Edwin Friedmann suggested that we have become a nation of information addicts.  We thrive on being constantly manipulated by the emotional onslaught of voices telling us how “they” are at war with “us”, how stupid or greedy or evil “they” are and how much better “we” would be without “them.”

 

So it is that we hear Jesus talking about wars, insurrections, earthquakes, plagues, and famines and we find ourselves thinking, “So what is so new about any of that?  They are always present, in every age, somewhere in the world.”  Yes they are.

 

The question is:  How does God invite us to live in the face of all of this?
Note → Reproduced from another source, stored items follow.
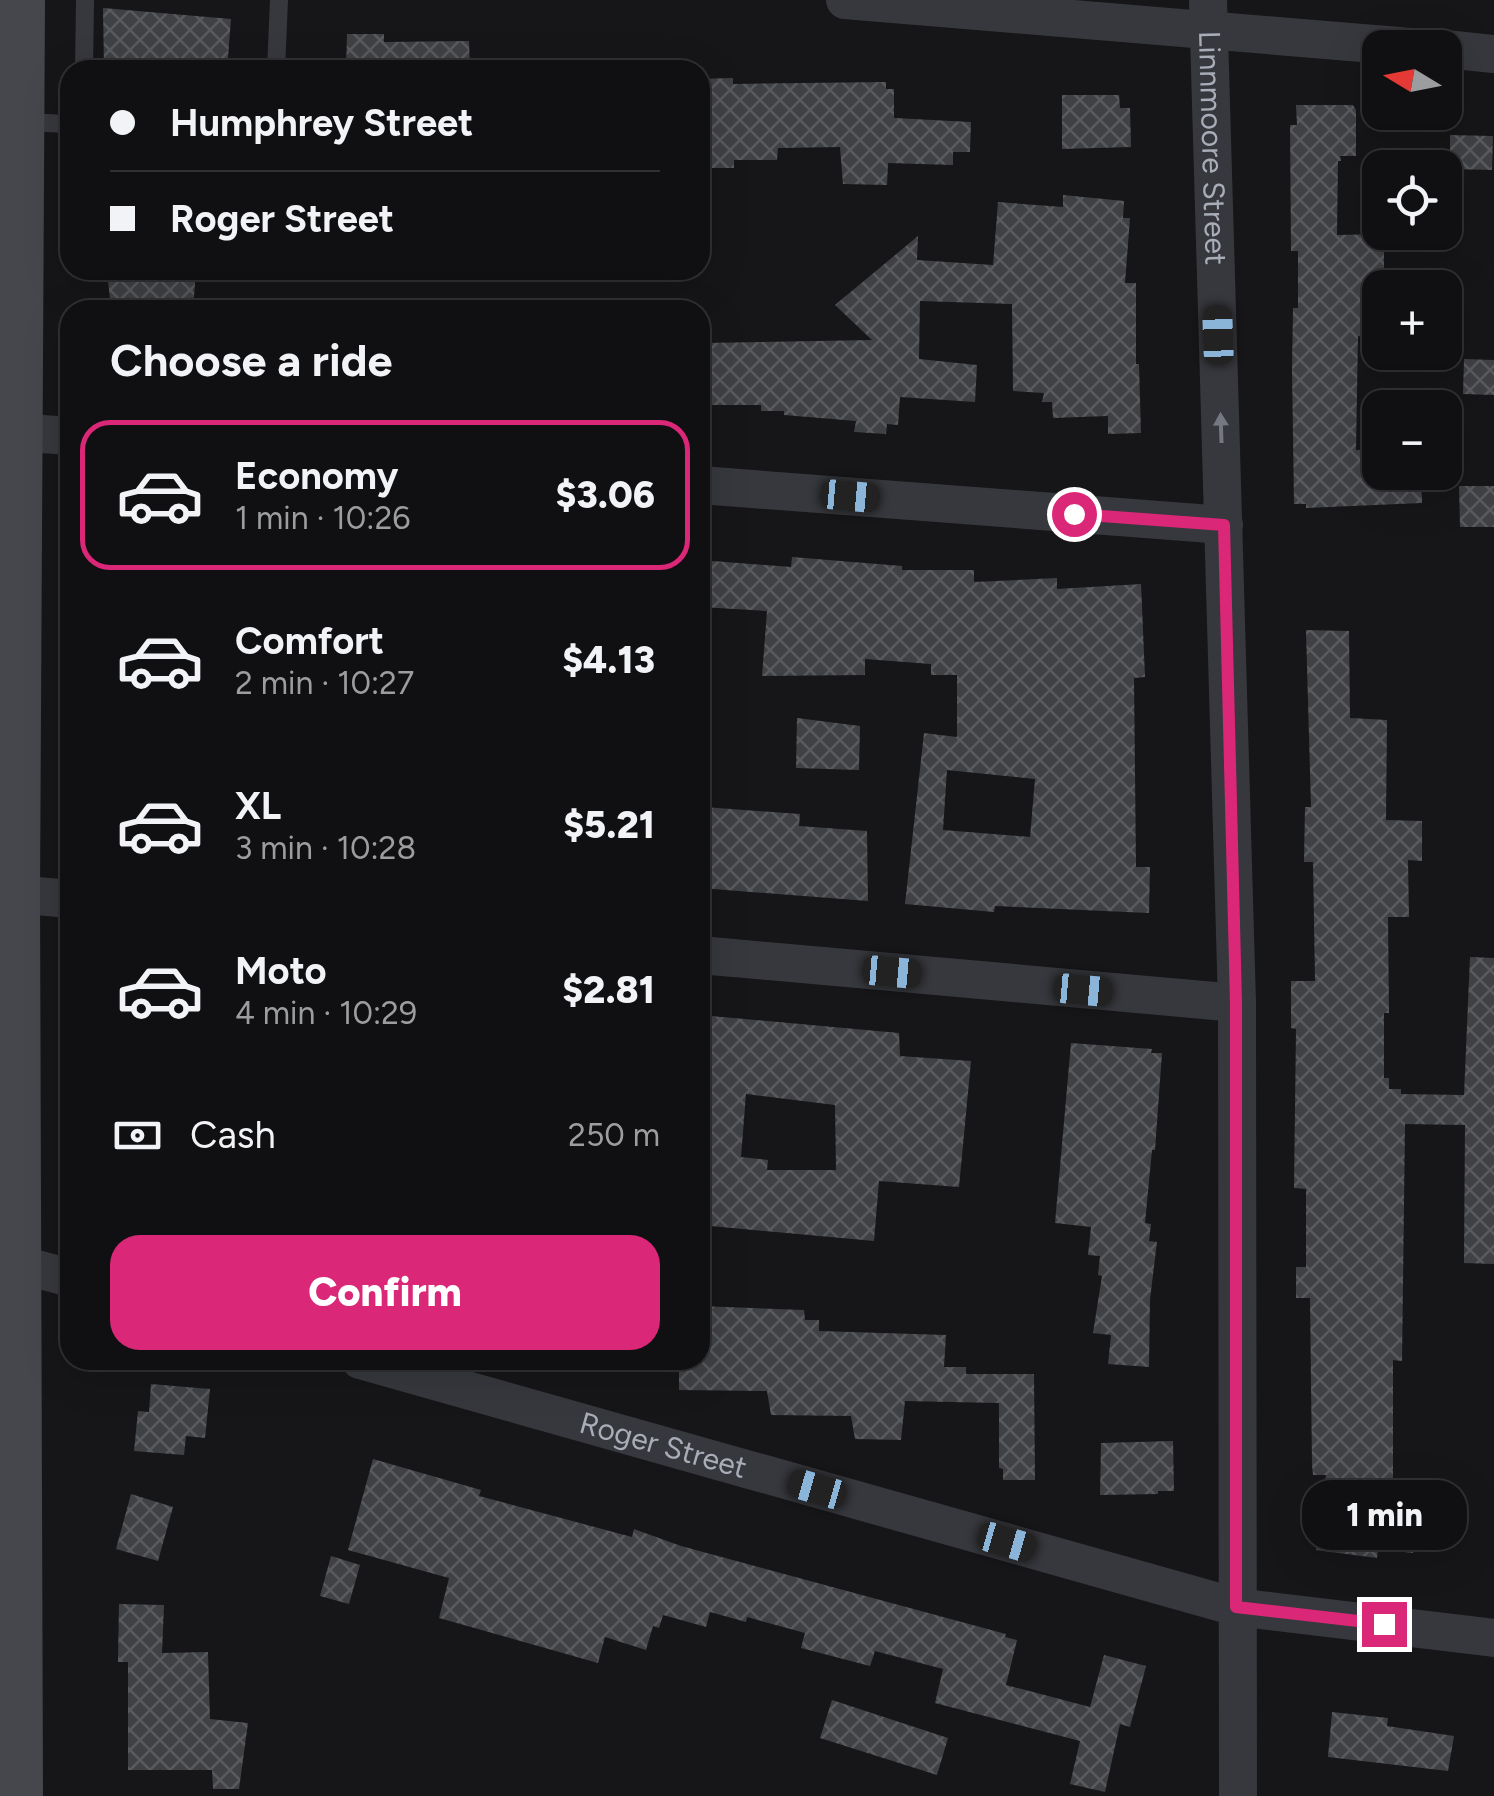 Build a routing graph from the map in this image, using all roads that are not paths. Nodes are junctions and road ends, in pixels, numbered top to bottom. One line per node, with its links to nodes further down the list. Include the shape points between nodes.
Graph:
1 (19, 0): 12 (main road)
2 (85, 0): 10 (lane)
3 (269, 0): 4 (lane)
4 (279, 0): 11 (lane)
5 (845, 0): 6 (street)
6 (1208, 15): 7 (street); 17 (street, Linnmoore Street, one-way to 6)
7 (1362, 39)
8 (1462, 51): 9 (street)
9 (1494, 54)
10 (84, 60)
11 (276, 60)
12 (18, 121): 13 (lane); 14 (main road)
13 (60, 123)
14 (9, 431): 15 (street); 18 (main road)
15 (60, 435)
16 (710, 486): 17 (street)
17 (1224, 525): 21 (street, Linnmoore Street)
18 (14, 894): 19 (street); 22 (main road)
19 (60, 898)
20 (710, 956): 21 (street)
21 (1236, 1003): 25 (street, Linnmoore Street)
22 (8, 1262): 23 (street); 27 (main road)
23 (60, 1275)
24 (395, 1370): 25 (street, Roger Street)
25 (1236, 1607): 26 (street, Roger Street); 28 (street, Linnmoore Street)
26 (1494, 1638)
27 (17, 1796)
28 (1238, 1796)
This is never an easy question but perhaps always the key question.

 

Jesus tells us, “So make up your minds not to prepare your defense in advance; for I will give you words and a wisdom that none of your opponents will be able to withstand or contradict.”  Implicit in that is a reminder to trust God, rather than self, in the face of anything.  It might even be helpful if people are open to rational conversation and the free exchange of ideas.

 

I read an article this morning in the New York Times about an event that happened this past October 9th.  Hundreds of Egyptian Christians and some Muslims gathered outside the building that houses the state-run Egyptian media to protest the failure to investigate the burning of a Christian church.  By the end of the day, soldiers guarding the building had killed 28 people and left 325 wounded. 

 

Is this the answer?  Perhaps those protesters came to the realization that God was calling them to march that day, to stand up to the authorities and challenge them to do their jobs, rather than quietly justifying their failure to act by remaining silent.  Perhaps the soldiers firing their guns felt called to do so in defense of God and country.  All we know for sure is that further conversation on the matter is no longer an option for 28 people.

 

The world is a broken place.  The whole creation, says the Apostle Paul, is groaning in travail, waiting for redemption, waiting for release, waiting for salvation.

 

Advent waiting.

 

Let us pray:  Dear Jesus, we live in the dangerous, chaotic times that you warned about because all people live in such times.  What we need from you is guidance and direction.  Help us know the next right thing in our lives and give us the courage to do it. We want to be part of the solution.  So we pray this morning for all those who work for peace, for breaking down dividing walls, for freedom and for enough for all.  In Jesus’ name.  Amen.